Vor hundert Jahren wurde Wien ein eigenes Bundesland. Eine Ausstellung der Wienbibliothek im Rathaus sowie ein Begleitband widmen sich der Loslösung von Niederösterreich. Der Prozess war von zähen Verhandlungen und einem erbitterten Kulturkampf zwischen dem „Wasserkopf Wien“ und dem christlichsozialen Rest-Österreich begleitet.

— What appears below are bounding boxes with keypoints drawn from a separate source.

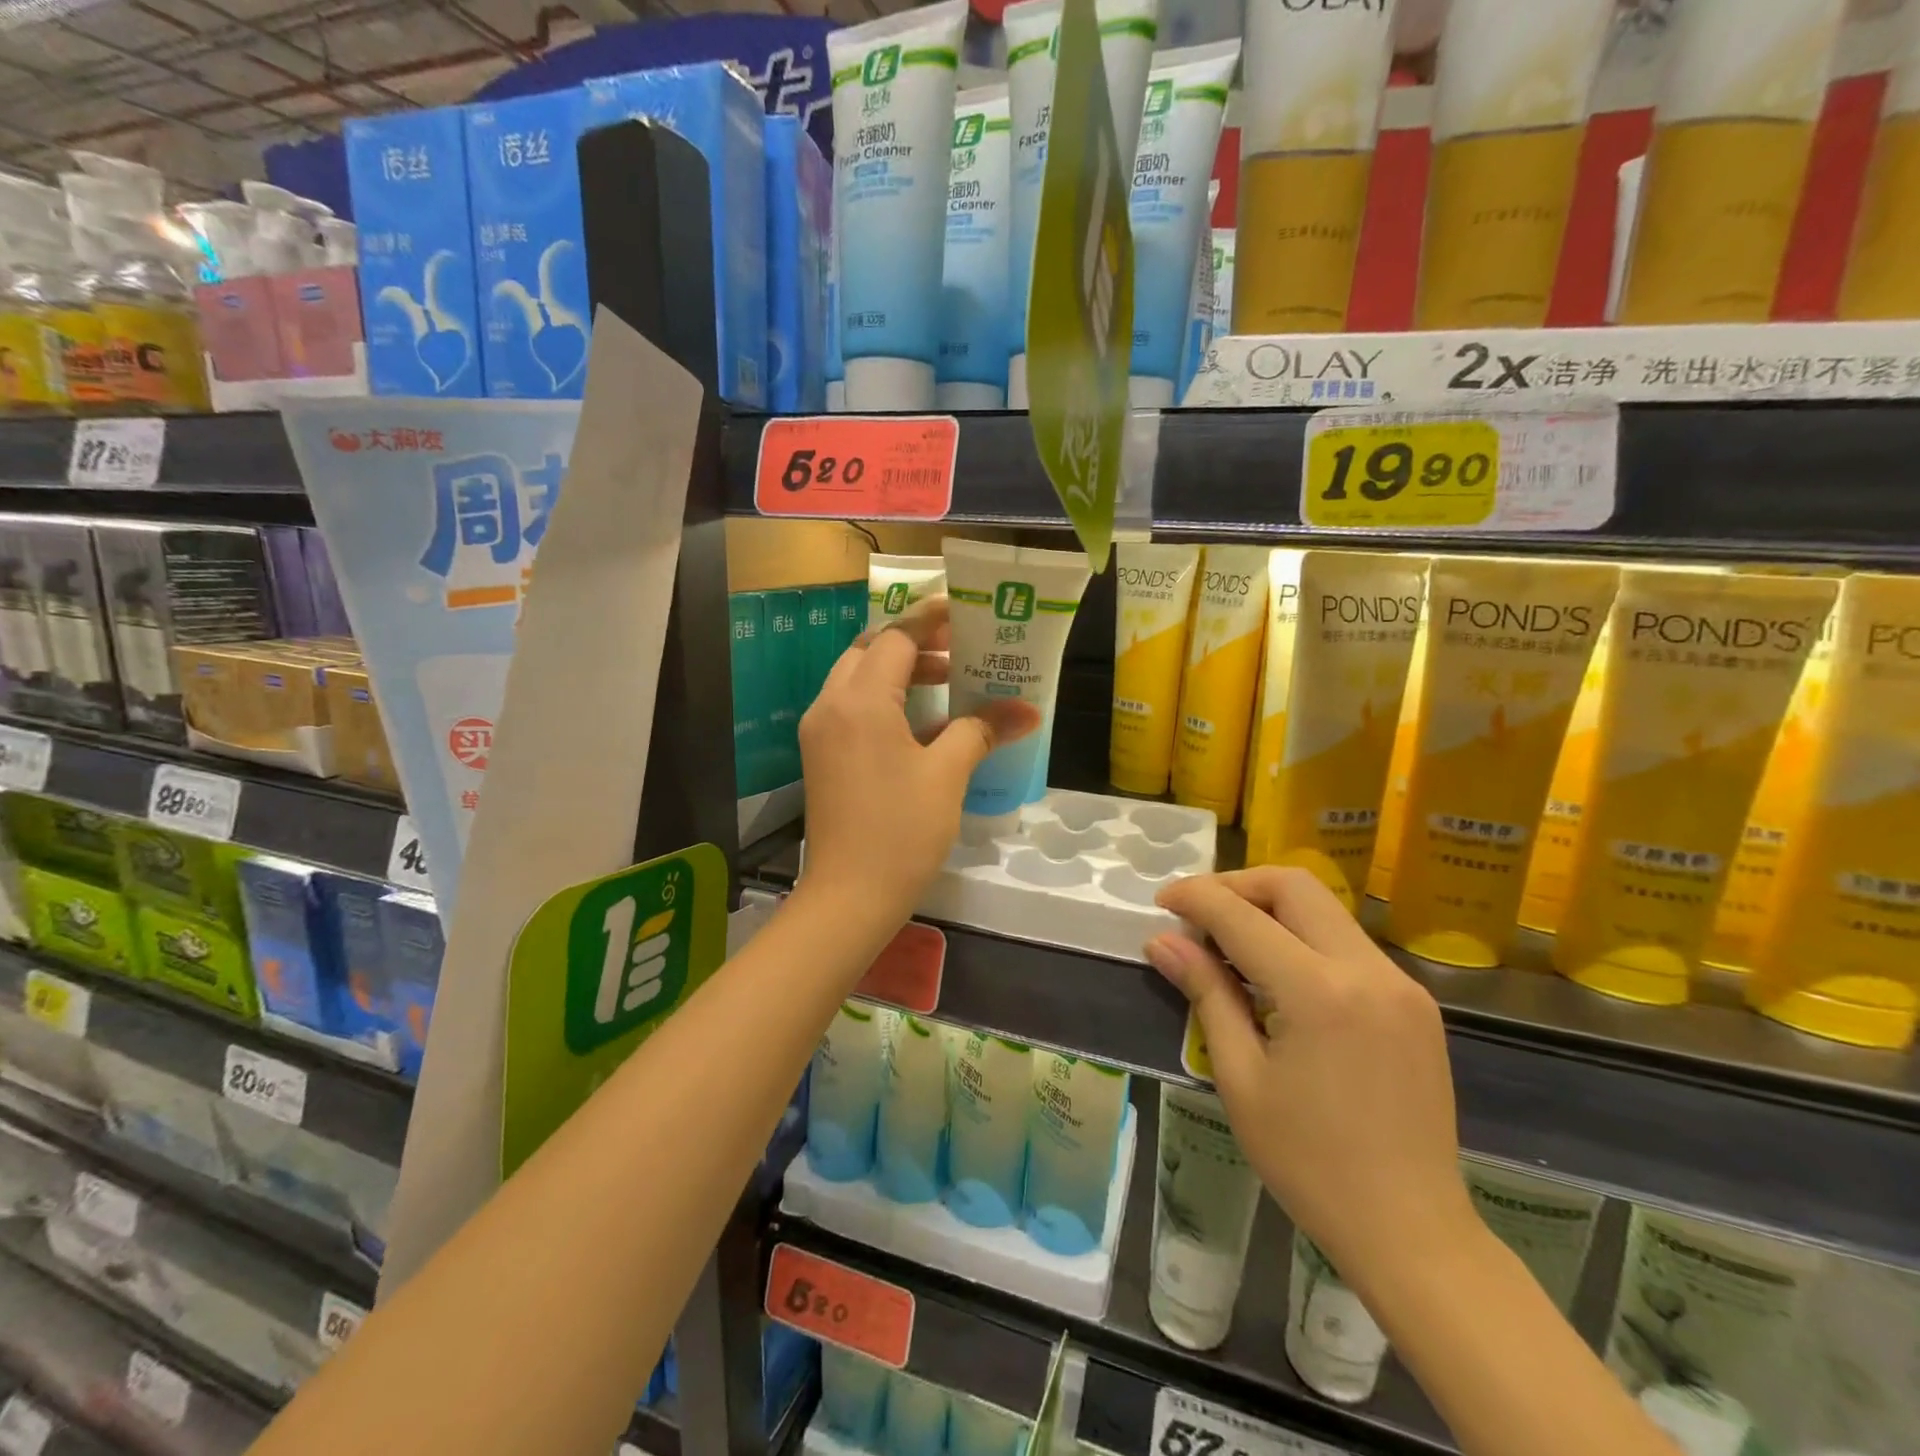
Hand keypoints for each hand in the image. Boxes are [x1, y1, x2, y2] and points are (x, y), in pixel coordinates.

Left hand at [798, 597, 1037, 941]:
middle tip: (960, 646)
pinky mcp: (822, 756)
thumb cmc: (901, 832)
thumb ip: (982, 730)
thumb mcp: (947, 775)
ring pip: (858, 679)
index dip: (930, 619)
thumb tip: (1027, 710)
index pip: (894, 638)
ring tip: (950, 679)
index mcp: (859, 701)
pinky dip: (886, 700)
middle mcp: (830, 705)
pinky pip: (853, 709)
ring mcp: (820, 731)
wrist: (848, 897)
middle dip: (915, 642)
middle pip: (870, 650)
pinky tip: (924, 721)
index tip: (964, 610)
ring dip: (900, 671)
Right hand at [1146, 868, 1476, 1291]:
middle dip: (1236, 885)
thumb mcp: (1240, 1079)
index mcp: (1318, 993)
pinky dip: (1304, 936)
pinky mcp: (1415, 1002)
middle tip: (1198, 914)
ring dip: (1270, 908)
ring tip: (1231, 944)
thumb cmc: (1310, 1164)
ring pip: (1324, 907)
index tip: (1162, 903)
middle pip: (1292, 885)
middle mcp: (1366, 970)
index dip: (1195, 898)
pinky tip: (1279, 975)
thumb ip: (1206, 994)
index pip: (1241, 915)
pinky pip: (1348, 941)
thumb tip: (1162, 941)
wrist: (1413, 1233)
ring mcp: (1400, 984)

Ein interessanter historischer Rückblick und Erklärung vieler Ressentiments pro und contra Wien und seine Bewohner ->
Als Österreich 1920 zum Bundesstaat wird, ist von der Größe und dem Glanz der alten Habsburger-Monarchie wenig übrig geblieben, was sich für die neue Republik und ihre Länder sinnvoll verwerten ließe. Die wichtigste Industrie liegt in der neuen Tschechoslowakei, die Landwirtschaft in Ungarn, das kleine Österreich hingegen hat tausende Beamte geerbt, die es weder weiterbeschäftigen noch versorgen kann. Und dann ist da noch Wien.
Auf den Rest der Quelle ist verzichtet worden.